*TASK INSTRUCTIONS:* Please repeat, exactly as written, the line containing "Digitize the connectivity" and every line after it through the end of the records below.

*Stored items:*
=======

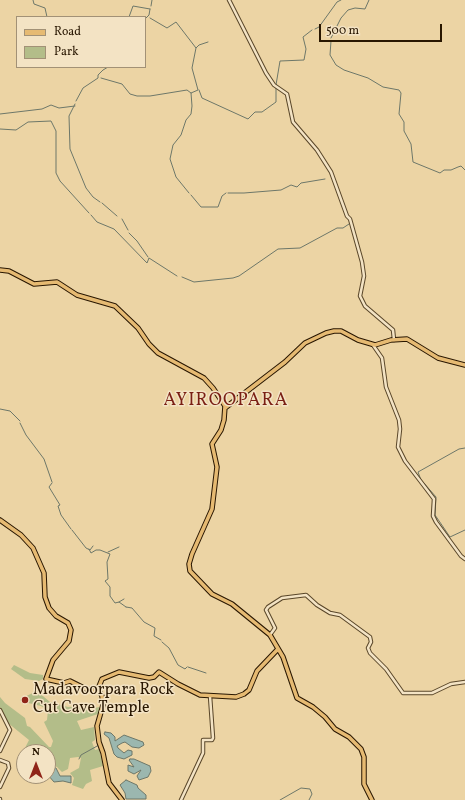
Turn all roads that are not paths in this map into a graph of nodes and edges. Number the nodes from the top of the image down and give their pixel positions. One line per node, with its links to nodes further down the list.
1 (228, 0): 3 (street)
2 (0, 270): 6 (main road)
3 (394, 339): 4 (main road); 5 (main road)
4 (373, 345): 6 (main road); 8 (street)
5 (465, 365)
6 (225, 408): 9 (main road)
7 (0, 520): 12 (main road)
8 (465, 559)
9 (270, 634): 10 (main road); 11 (street)
10 (278, 649): 13 (main road); 20 (main road)
11 (465, 682)
12 (98, 690): 13 (main road); 18 (main road)
13 (210, 696): 19 (street)
14 (0, 710): 15 (street)
15 (0, 751)
16 (0, 760): 17 (street)
17 (0, 787)
18 (122, 800)
19 (181, 800)
20 (372, 800)

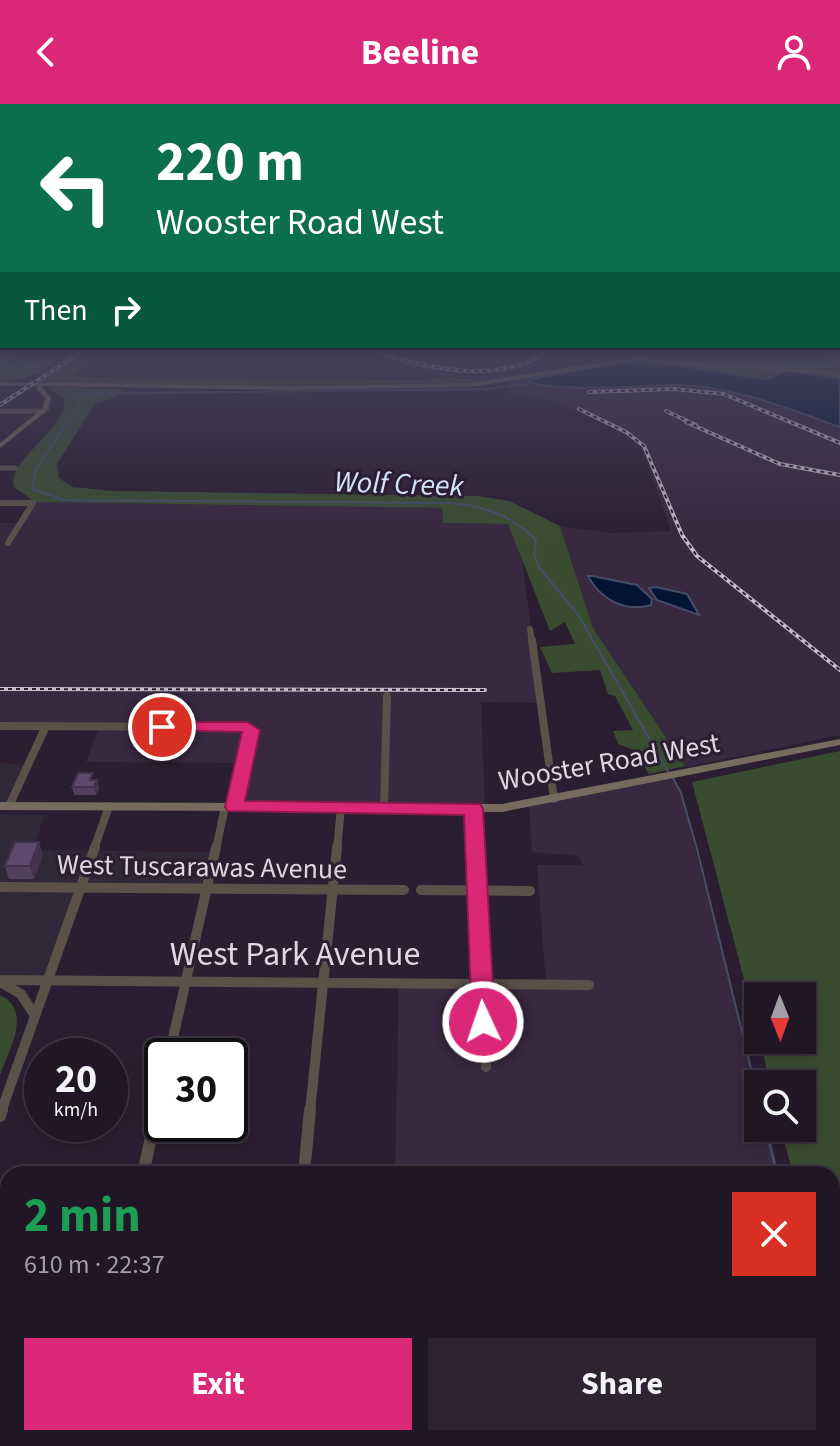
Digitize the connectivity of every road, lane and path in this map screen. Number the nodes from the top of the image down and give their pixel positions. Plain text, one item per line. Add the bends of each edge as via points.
1 (42, 413) edge
2 (0, 446) edge
3 (0, 468) edge
4 (15, 468) dead end
5 (0, 503) edge
6 (8, 543) dead end
7 (530, 629) dead end
8 (387, 696) dead end
9 (0, 726) edge
10 (46, 726) junction
11 (840, 742) edge
12 (554, 799) junction
13 (5, 806) edge
14 (109, 806) junction
15 (230, 807) junction
16 (341, 808) junction
17 (384, 808) junction
18 (473, 809) junction
19 (0, 887) edge
20 (79, 888) junction
21 (207, 889) junction
22 (332, 890) junction
23 (404, 890) dead end
24 (421, 890) dead end
25 (477, 890) junction
26 (530, 891) dead end
27 (48, 980) junction
28 (0, 981) edge
29 (186, 982) junction
30 (323, 983) junction
31 (481, 983) junction
32 (589, 985) dead end
33 (35, 1016) junction
34 (173, 1038) edge
35 (486, 1067) dead end
36 (0, 1116) edge
37 (150, 1142) edge
38 (145, 1166) edge
39 (305, 1166) edge
40 (82, 1446) edge
41 (139, 1446) edge

1 - 2 main road
3 - 4 street
5 - 6 street via 33,503
7 - 12 street
8 - 17 street
9 - 10 street
10 - 13 street
10 - 15 street via 247,727 252,730
11 - 12 main road, Wooster Road West
12 - 18 main road, Wooster Road West
13 - 14 main road, Wooster Road West
14 - 15 main road, Wooster Road West
14 - 20 street
15 - 16 main road, Wooster Road West
15 - 21 street
16 - 17 main road, Wooster Road West
16 - 22 street
17 - 18 main road, Wooster Road West
18 - 25 street
19 - 20 street, West Tuscarawas Avenue
20 - 21 street, West Tuscarawas Avenue
20 - 27 street
21 - 22 street, West Tuscarawas Avenue
21 - 29 street
22 - 23 street, West Tuscarawas Avenue
22 - 30 street
24 - 25 street
25 - 26 street
25 - 31 street
27 - 28 street, West Park Avenue
27 - 29 street, West Park Avenue
27 - 33 street
28 - 33 street via 21,994
29 - 30 street, West Park Avenue
29 - 34 street
30 - 31 street, West Park Avenue
30 - 39 street
31 - 32 street, West Park Avenue
31 - 35 street
33 - 36 street
37 - 38 street
40 - 41 street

=======

*THE ANSWER:*
Digitize the connectivity of every road, lane and path in this map screen. Number the nodes from the top of the image down and give their pixel positions. Plain text, one item per line. Add the bends of each edge as via points.
1 (42, 413) edge
2 (0, 446) edge
3 (0, 468) edge
4 (15, 468) dead end
5 (0, 503) edge
6 (8, 543) dead end
7 (530, 629) dead end
8 (387, 696) dead end
9 (0, 726) edge
10 (46, 726) junction
11 (840, 742) edge
12 (554, 799) junction
13 (5, 806) edge
14 (109, 806) junction
15 (230, 807) junction
16 (341, 808) junction
17 (384, 808) junction
18 (473, 809) junction
19 (0, 887) edge
20 (79, 888) junction
21 (207, 889) junction
22 (332, 890) junction
23 (404, 890) dead end
24 (421, 890) dead end
25 (477, 890) junction
26 (530, 891) dead end
27 (48, 980) junction
28 (0, 981) edge
29 (186, 982) junction
30 (323, 983) junction
31 (481, 983) junction
32 (589, 985) dead end
33 (35, 1016) junction
34 (173, 1038) edge
35 (486, 1067) dead end
36 (0, 1116) edge
37 (150, 1142) edge
38 (145, 1166) edge
39 (305, 1166) edge
40 (82, 1446) edge
41 (139, 1446) edge

1 - 2 main road
3 - 4 street
5 - 6 street via 33,503
7 - 12 street
8 - 17 street
9 - 10 street
10 - 13 street
10 - 15 street via 247,727 252,730
11 - 12 main road, Wooster Road West
12 - 18 main road, Wooster Road West
13 - 14 main road, Wooster Road West
14 - 15 main road, Wooster Road West
14 - 20 street
15 - 16 main road, Wooster Road West
15 - 21 street
16 - 17 main road, Wooster Road West
16 - 22 street
17 - 18 main road, Wooster Road West
18 - 25 street
19 - 20 street, West Tuscarawas Avenue
20 - 21 street, West Tuscarawas Avenue
20 - 27 street
21 - 22 street, West Tuscarawas Avenue
21 - 29 street
22 - 23 street, West Tuscarawas Avenue
22 - 30 street
24 - 25 street
25 - 26 street
25 - 31 street
27 - 28 street, West Park Avenue
27 - 29 street, West Park Avenue
27 - 33 street
28 - 33 street via 21,994
29 - 30 street, West Park Avenue
29 - 34 street
30 - 31 street, West Park Avenue
30 - 39 street
31 - 32 street, West Park Avenue
31 - 35 street
33 - 36 street
37 - 38 street
40 - 41 street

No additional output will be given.